Les lentilles de contact sont des produits jetables mais pas de vulgaires kleenex. Pour preuve, ces dispositifs médicaux ne sont normalement vendus que sur prescription médicale. Cette pratique risque pourtant d’être remise en cause. Un projet de loi (1) qui devrait être débattu en septembre prévoit de rendre facultatif l’avis médical pour le port de lentilles de contact. Ce changement pourrait même intervenir plus tôt que prévu puisqu’un projet d’arrêté est en cours de rédaction.
Le 11 avril dernier, les représentants des ophtalmologistes, des opticiens et de la contactologie ainsi que les principaux sites de e-commerce en optique ont même été convoqués en urgence au ministère de la Santé pour donner leur avis sur ce projet de texte. Il stipule que « lors de la première délivrance de lentilles correctrices à un patient, le professionnel vérifie que l’adaptation des lentilles correctrices a été réalisée préalablement par un professionnel de santé habilité. Pour les personnes âgées de moins de seize ans, cette délivrance est subordonnée à une prescription médicale en cours de validité. » Autrement dit pour les plus de 16 ans, le passage par l’ophtalmologiste ne serait plus obligatoire.
Ecoutez le Dr Jean-Bernard Rottier, président du syndicat national des ophtalmologistes de France (Snof) : « Le projet de loi parle de « professionnel habilité ». Mais, ce professionnel peut aussi bien être un opticien, un orthoptiste ou un ophtalmo ».

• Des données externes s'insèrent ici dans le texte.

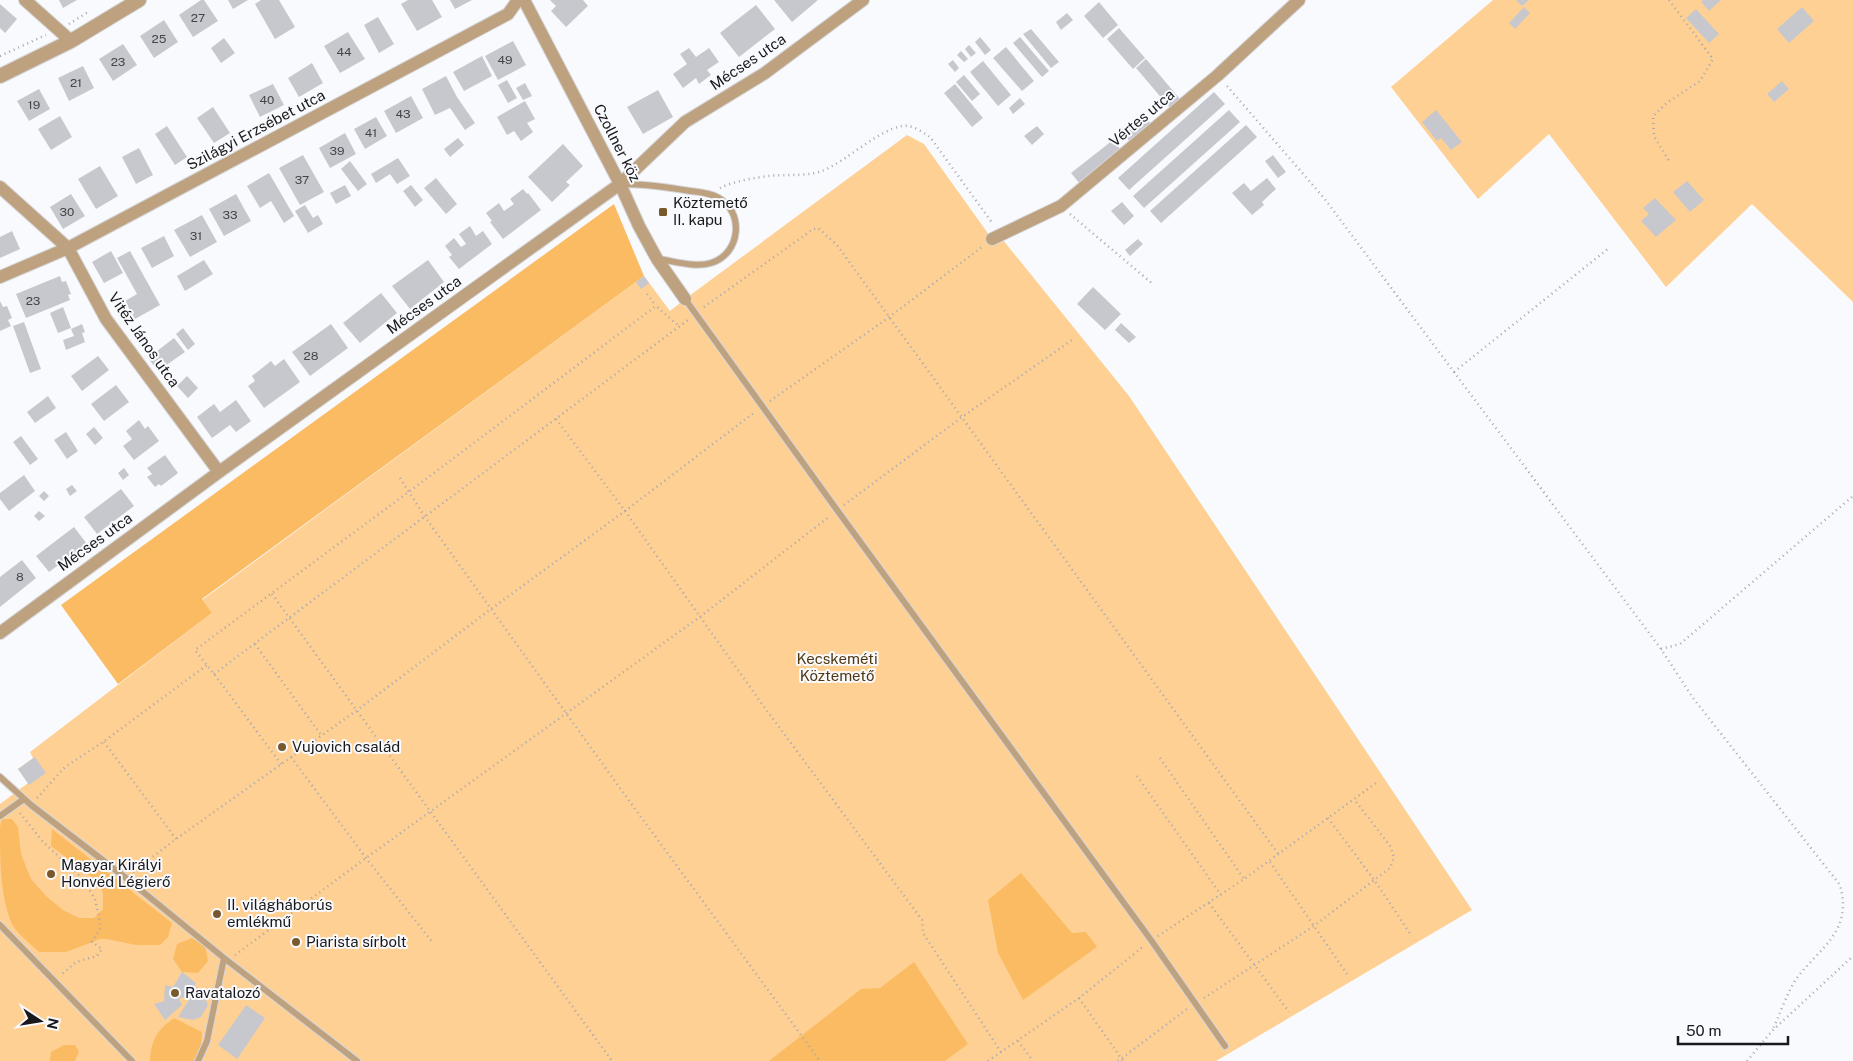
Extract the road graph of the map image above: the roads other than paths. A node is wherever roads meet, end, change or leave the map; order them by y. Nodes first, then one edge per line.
1 (25, 0) edge
2 (139, 0) edge
3 (518, 0) edge
4 (524, 0) edge
5 (863, 0) edge
6 (1298, 0) edge
7 (71, 41) junction
8 (0, 76) edge
9 (620, 184) junction
10 (0, 187) edge
11 (992, 239) road end
12 (68, 248) junction
13 (657, 259) junction
14 (0, 277) edge
15 (685, 299) joint
16 (219, 472) junction
17 (0, 633) edge
18 (0, 777) edge
19 (28, 802) junction
20 (0, 816) edge
21 (0, 925) edge
22 (225, 960) junction
23 (1225, 1046) dead end
24 (132, 1061) edge
25 (198, 1061) edge
26 (356, 1061) edge

1 - 7 street
2 - 7 street
3 - 12 street, Szilágyi Erzsébet utca
4 - 9 street, Czollner köz
5 - 9 street, Mécses utca
6 - 11 street, Vértes utca
7 - 8 street
9 - 13 street, Czollner köz
9 - 13 lane
9 - 16 street, Mécses utca
10 - 12 street, Vitéz János utca
12 - 14 street, Szilágyi Erzsébet utca
12 - 16 street, Vitéz János utca
13 - 15 street, Czollner köz
15 - 23 lane
16 - 17 street, Mécses utca
18 - 19 lane
19 - 20 lane
19 - 22 lane
21 - 24 lane
22 - 25 lane
22 - 26 lane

Si le gouvernement passe à la vitesse supérieure dans ce dossier, et a décidé de ne pas attendre le mois de septembre, c’est parce que la Commission européenne somme la France de clarifier sa législation en matière de vente en ligne de lentilles de contact. Et la menace d’une forte amende plane au-dessus de nos têtes. Mais, pour Jean-Bernard Rottier, président du Snof, « cette mesure, sous couvert de simplifier la vie des consommateurs, pose un problème majeur : il supprime le contrôle médical. Or, c’est ce contrôle qui permet d’éviter des complications liées au port de lentilles. Et ces complications peuvent être très graves. »
Ecoutez le Dr Jean-Bernard Rottier : « Le fait de devoir passer chez le médecin ancre la lentille comme un produit médical, et pas comme un tee-shirt. Les complications peuvent aller jusqu’aux greffes de cornée. »
Une étude à paraître prochainement, réalisée dans 21 CHU ou hôpitaux régionaux français, montre bien que le port de lentilles n’est pas anodin. « Les porteurs de lentilles non adaptés et non suivis par un ophtalmologiste, ont six fois plus de risques de développer une complication infectieuse sous lentilles », rapporte le Dr Evelyne Le Blond, présidente de la société française des ophtalmologistes adaptateurs de lentilles de contact (Sfoalc). Cet article montre également l’importance de l’information des porteurs dans la prévention des complications, ajoute-t-elle dans un communiqué. Or, à l’heure actuelle, sur les sites internet, l’information écrite est donnée, mais sans garantie de lecture. Les patients internautes qui, pour accéder à la page de commande des lentilles n’ont qu’à cocher « j’ai lu les informations », avouent ne pas les lire ».
La Fédération nationale des opticiens de France (Fnof ), elle, temporise. « Dans l’arrêté, il n’est pas question de supprimer l’ordonnance, insiste Alain Gerbel, président de la Fnof. Par ailleurs, les lentilles de contact ont toujours été en vente libre. L’ordonnance est demandée pour le remboursement et seulement dans certains cas de prescription. »
Jean-Bernard Rottier confirme que l’ordonnance n’est pas une obligation, mais « cela relève des bonnes pratiques ». En clair, pour les opticiens, l’idéal consiste à passer par l’ophtalmologiste pour l’adaptation des lentilles de contact, mais « à condition que les Français n’attendent pas un an pour avoir un rendez-vous chez un ophtalmologiste ».
Ecoutez Alain Gerbel, président de la Fédération nationale des opticiens de France (Fnof) :« Si demain, les ophtalmologistes s’engagent à recevoir tous les Français dans un délai d’un mois, je veux bien que l’on rende la prescription médicale obligatoire ».
Les études montrent, par ailleurs, qu’à l’occasion d’une consultation toute simple pour prescrire des lunettes ou des lentilles de contact, plus d’un tiers des patients ressortent en ayant un diagnostic de maladie ophtalmologique, parfois grave.
(1) Le projet de loi portant diverses dispositions d'adaptation au droit de l'Union européenne dans le domaine de la santé (Ddadue).